(Stored items)
----
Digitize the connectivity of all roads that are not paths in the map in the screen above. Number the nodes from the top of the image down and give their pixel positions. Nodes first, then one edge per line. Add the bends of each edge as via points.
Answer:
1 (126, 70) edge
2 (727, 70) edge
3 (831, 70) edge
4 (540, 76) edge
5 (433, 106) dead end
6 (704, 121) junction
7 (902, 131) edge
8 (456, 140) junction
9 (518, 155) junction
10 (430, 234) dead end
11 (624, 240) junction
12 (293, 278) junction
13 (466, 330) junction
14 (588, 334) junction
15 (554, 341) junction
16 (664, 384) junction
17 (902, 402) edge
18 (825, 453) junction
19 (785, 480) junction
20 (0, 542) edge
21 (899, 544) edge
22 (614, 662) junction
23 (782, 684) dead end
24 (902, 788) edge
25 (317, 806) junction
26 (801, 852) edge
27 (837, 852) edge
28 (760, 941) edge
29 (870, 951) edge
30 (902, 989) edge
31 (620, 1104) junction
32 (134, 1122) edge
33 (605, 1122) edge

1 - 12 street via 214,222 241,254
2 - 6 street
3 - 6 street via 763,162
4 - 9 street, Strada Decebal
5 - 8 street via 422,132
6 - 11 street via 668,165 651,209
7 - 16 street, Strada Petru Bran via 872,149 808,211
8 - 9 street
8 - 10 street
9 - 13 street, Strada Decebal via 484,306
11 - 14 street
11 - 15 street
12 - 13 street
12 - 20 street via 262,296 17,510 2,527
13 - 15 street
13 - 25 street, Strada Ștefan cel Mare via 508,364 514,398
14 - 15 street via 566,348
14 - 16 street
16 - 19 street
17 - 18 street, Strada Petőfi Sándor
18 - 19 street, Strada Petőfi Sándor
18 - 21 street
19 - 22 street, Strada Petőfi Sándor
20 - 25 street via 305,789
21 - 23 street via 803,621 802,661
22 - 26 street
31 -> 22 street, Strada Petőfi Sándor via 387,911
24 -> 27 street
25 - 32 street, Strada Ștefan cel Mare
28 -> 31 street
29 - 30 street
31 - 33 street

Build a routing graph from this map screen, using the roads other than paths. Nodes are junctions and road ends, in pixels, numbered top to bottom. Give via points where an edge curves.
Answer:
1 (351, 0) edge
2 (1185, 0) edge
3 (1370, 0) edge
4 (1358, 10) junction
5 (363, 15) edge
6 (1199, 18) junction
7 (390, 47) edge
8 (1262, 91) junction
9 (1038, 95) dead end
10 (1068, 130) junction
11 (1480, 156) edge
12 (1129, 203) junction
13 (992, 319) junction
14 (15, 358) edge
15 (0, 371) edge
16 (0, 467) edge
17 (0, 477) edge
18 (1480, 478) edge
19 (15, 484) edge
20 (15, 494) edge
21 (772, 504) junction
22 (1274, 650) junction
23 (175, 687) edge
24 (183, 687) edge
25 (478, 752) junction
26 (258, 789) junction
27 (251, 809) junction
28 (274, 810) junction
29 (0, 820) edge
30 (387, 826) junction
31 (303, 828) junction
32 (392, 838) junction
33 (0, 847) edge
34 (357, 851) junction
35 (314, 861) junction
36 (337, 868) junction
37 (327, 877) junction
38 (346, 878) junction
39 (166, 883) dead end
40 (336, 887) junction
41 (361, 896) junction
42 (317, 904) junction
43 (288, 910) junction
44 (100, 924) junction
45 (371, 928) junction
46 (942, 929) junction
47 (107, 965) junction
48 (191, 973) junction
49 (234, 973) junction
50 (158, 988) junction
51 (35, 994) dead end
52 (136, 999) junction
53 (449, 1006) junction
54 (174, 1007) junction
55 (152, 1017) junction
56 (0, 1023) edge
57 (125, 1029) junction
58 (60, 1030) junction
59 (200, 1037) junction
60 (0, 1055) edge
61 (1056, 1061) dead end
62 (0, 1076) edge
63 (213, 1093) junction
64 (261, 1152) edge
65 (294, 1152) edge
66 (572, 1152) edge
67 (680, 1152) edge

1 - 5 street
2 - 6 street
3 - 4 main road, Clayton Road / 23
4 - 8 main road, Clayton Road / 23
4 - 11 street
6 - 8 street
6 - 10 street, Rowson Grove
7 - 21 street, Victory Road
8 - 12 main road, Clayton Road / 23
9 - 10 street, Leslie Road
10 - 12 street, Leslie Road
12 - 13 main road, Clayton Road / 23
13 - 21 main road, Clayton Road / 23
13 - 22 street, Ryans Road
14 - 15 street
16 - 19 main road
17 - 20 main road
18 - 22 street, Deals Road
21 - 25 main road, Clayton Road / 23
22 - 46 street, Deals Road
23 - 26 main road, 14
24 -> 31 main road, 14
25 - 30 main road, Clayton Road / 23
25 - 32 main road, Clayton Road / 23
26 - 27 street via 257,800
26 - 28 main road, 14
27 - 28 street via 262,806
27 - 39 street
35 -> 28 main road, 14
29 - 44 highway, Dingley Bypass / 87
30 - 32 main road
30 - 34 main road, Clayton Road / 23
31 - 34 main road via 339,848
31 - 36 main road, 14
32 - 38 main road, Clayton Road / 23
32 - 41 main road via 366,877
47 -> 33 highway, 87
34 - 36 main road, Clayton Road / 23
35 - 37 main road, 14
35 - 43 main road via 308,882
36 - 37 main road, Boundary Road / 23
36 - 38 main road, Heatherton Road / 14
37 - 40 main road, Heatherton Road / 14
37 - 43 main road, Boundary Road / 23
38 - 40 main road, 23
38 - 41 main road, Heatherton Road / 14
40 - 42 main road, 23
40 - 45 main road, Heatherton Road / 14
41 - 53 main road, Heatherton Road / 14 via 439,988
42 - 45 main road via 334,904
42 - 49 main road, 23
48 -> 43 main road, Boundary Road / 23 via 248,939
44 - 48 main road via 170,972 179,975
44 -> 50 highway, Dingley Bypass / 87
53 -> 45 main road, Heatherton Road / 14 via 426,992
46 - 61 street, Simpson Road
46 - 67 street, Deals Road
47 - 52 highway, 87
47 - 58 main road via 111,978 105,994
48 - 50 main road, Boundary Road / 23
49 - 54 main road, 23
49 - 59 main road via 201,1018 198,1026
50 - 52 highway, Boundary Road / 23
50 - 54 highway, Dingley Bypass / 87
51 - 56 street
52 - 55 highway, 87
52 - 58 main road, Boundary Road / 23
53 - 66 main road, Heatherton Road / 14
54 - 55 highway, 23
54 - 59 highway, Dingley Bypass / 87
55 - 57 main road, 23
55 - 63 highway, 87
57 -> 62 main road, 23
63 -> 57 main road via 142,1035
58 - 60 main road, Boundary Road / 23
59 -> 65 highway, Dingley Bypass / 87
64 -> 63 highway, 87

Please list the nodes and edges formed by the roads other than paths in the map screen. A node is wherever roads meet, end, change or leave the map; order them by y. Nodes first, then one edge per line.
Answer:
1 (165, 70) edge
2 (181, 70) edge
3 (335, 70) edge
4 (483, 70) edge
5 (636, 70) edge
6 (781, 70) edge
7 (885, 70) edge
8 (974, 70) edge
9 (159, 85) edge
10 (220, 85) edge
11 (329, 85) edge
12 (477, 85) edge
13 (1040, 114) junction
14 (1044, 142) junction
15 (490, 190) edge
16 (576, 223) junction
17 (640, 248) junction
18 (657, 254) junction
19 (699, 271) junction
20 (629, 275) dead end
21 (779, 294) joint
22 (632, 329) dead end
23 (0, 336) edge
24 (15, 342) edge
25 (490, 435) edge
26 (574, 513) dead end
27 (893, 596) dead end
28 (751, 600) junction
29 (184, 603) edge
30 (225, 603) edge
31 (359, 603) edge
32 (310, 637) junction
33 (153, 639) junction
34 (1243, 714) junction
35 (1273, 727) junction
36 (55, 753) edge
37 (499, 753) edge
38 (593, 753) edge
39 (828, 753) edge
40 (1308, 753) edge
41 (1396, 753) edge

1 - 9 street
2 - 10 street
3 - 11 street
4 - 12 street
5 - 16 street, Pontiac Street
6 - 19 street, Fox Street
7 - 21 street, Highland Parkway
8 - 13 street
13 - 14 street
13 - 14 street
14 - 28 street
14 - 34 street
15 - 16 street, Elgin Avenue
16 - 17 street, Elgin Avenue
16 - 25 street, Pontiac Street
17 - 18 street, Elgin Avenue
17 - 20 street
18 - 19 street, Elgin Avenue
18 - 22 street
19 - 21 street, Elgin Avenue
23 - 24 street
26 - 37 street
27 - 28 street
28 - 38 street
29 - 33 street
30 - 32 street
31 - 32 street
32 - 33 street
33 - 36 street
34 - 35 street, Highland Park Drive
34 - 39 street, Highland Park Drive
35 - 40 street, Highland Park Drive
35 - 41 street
----
● Task directions: All lines from the opening of the records through the line where "Build a routing" occurs are to be output verbatim. No other line belongs in the answer.

● Solution for this task:
Digitize the connectivity of all roads that are not paths in the map in the screen above. Number the nodes from the top of the image down and give their pixel positions. Nodes first, then one edge per line. Add the bends of each edge as via points.
Answer:
1 (126, 70) edge
2 (727, 70) edge
3 (831, 70) edge
4 (540, 76) edge
5 (433, 106) dead end
6 (704, 121) junction
7 (902, 131) edge
8 (456, 140) junction
9 (518, 155) junction
10 (430, 234) dead end
11 (624, 240) junction
12 (293, 278) junction
13 (466, 330) junction
14 (588, 334) junction
15 (554, 341) junction
16 (664, 384) junction
17 (902, 402) edge
18 (825, 453) junction
19 (785, 480) junction
20 (0, 542) edge
21 (899, 544) edge
22 (614, 662) junction
23 (782, 684) dead end
24 (902, 788) edge
25 (317, 806) junction
26 (801, 852) edge
27 (837, 852) edge
28 (760, 941) edge
29 (870, 951) edge
30 (902, 989) edge
31 (620, 1104) junction
32 (134, 1122) edge
33 (605, 1122) edge

1 - 12 street via 214,222 241,254
2 - 6 street
3 - 6 street via 763,162
4 - 9 street, Strada Decebal
5 - 8 street via 422,132
6 - 11 street via 668,165 651,209
7 - 16 street, Strada Petru Bran via 872,149 808,211
8 - 9 street
8 - 10 street
9 - 13 street, Strada Decebal via 484,306
11 - 14 street
11 - 15 street
12 - 13 street
12 - 20 street via 262,296 17,510 2,527
13 - 15 street
13 - 25 street, Strada Ștefan cel Mare via 508,364 514,398
14 - 15 street via 566,348
14 - 16 street
16 - 19 street
17 - 18 street, Strada Petőfi Sándor
18 - 19 street, Strada Petőfi Sándor
18 - 21 street
19 - 22 street, Strada Petőfi Sándor
20 - 25 street via 305,789
21 - 23 street via 803,621 802,661
22 - 26 street
31 -> 22 street, Strada Petőfi Sándor via 387,911
24 -> 27 street
25 - 32 street, Strada Ștefan cel Mare
28 -> 31 street
29 - 30 street
31 - 33 street

Build a routing graph from this map screen, using the roads other than paths. Nodes are junctions and road ends, in pixels, numbered top to bottom. Give via points where an edge curves.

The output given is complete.